### Task to carry out
Tally the lines below that contain "from". The number is the whole answer.

### Data supplied
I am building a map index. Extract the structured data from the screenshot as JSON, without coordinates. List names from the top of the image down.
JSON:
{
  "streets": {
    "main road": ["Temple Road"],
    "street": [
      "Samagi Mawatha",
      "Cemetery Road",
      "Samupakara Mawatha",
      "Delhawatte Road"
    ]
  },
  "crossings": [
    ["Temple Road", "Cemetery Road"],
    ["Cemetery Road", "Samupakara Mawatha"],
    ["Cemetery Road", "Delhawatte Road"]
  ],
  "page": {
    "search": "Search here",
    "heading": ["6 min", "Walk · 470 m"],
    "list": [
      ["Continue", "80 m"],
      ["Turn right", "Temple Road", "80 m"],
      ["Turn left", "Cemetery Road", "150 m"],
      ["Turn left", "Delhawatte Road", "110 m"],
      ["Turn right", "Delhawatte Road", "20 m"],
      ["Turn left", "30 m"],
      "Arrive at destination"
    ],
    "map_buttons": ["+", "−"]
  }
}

==

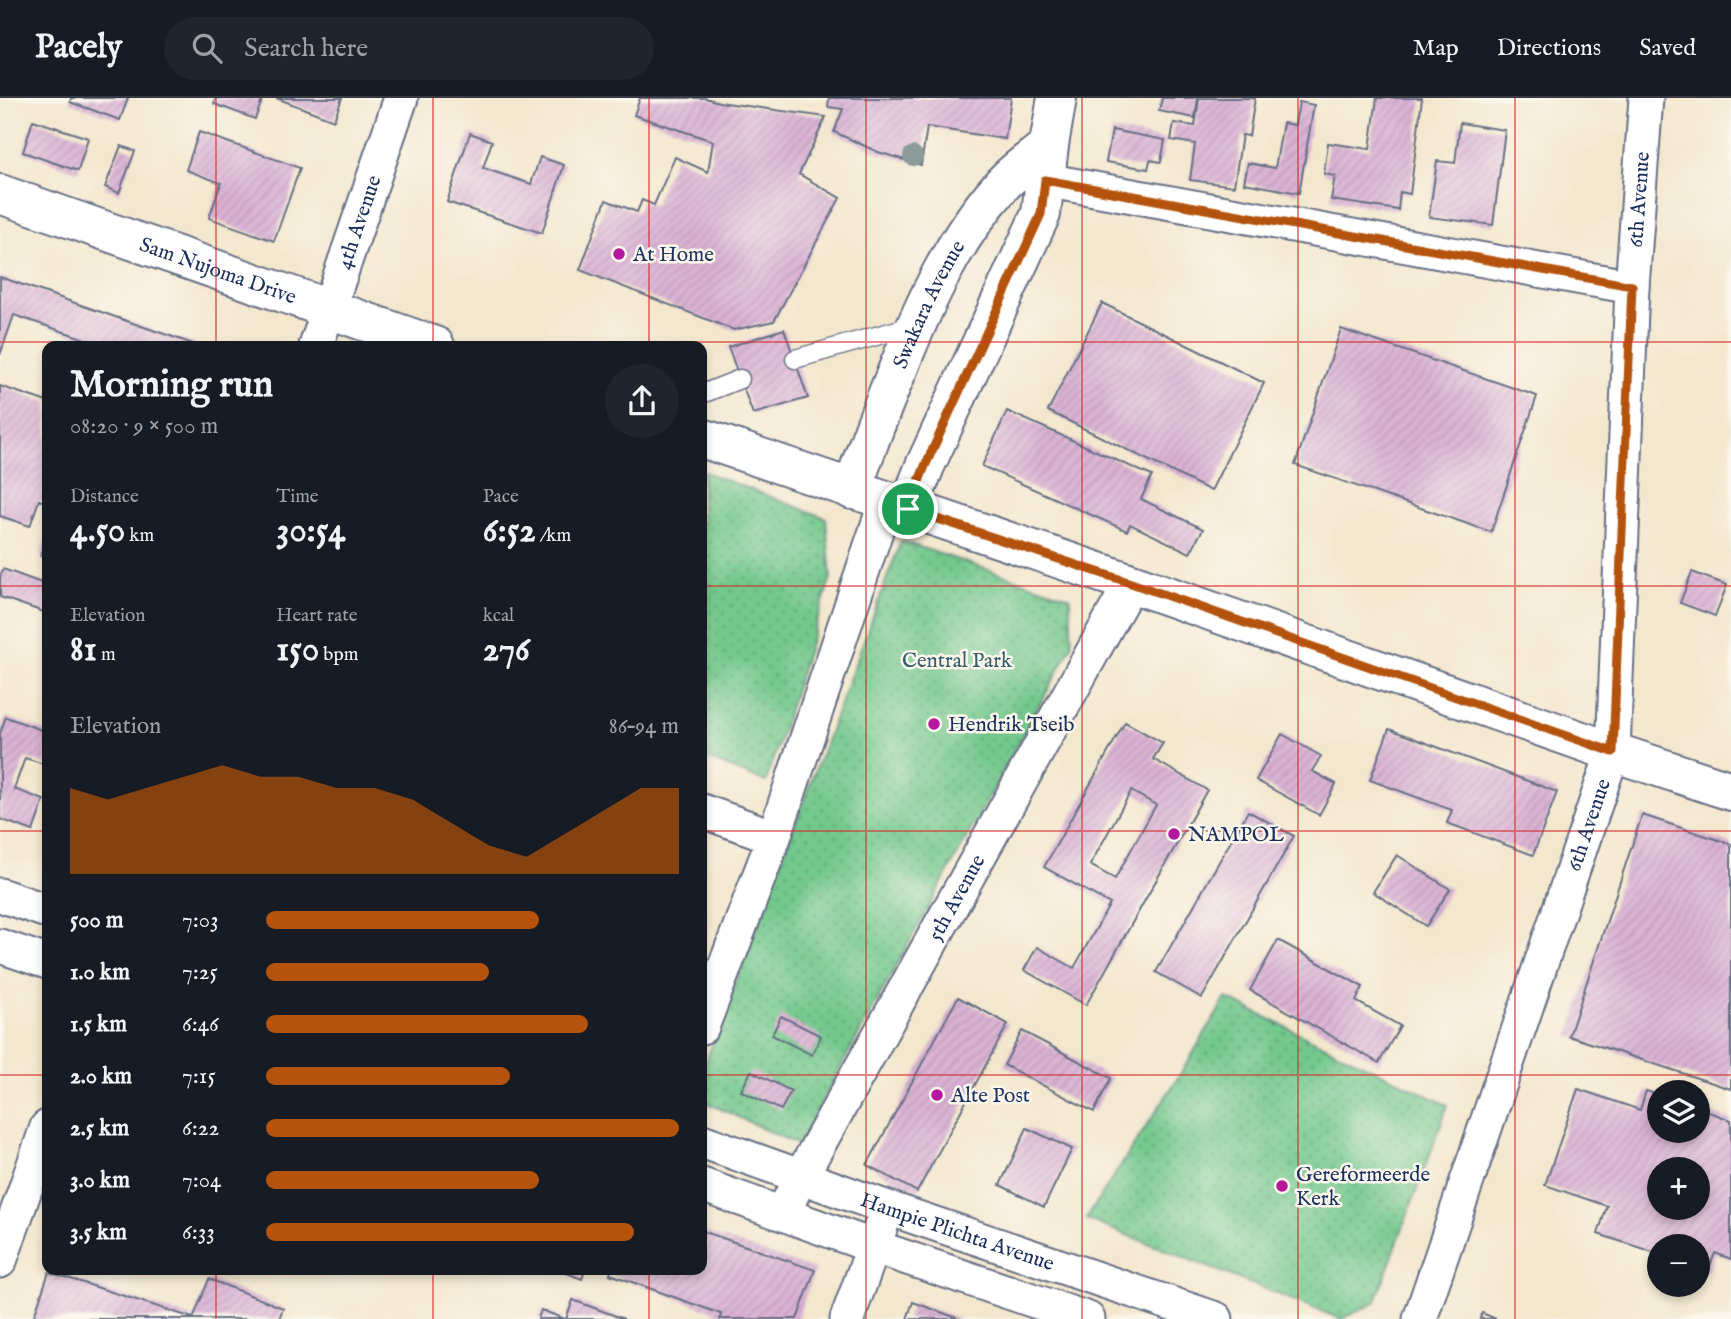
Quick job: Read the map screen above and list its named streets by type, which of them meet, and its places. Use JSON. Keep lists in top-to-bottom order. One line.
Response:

==

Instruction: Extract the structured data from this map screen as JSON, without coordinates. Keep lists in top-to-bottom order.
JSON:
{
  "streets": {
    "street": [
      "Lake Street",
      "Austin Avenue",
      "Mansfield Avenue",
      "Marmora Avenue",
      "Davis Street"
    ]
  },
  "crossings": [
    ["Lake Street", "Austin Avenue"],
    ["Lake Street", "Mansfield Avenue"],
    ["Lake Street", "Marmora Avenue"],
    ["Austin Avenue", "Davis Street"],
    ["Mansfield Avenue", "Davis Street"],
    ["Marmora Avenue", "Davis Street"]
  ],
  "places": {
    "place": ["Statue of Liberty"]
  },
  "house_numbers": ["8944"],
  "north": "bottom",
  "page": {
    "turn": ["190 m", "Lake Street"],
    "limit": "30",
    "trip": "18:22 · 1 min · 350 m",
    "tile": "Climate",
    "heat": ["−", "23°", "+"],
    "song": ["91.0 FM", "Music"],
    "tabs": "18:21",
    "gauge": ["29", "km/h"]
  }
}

### Reply to the exercise
2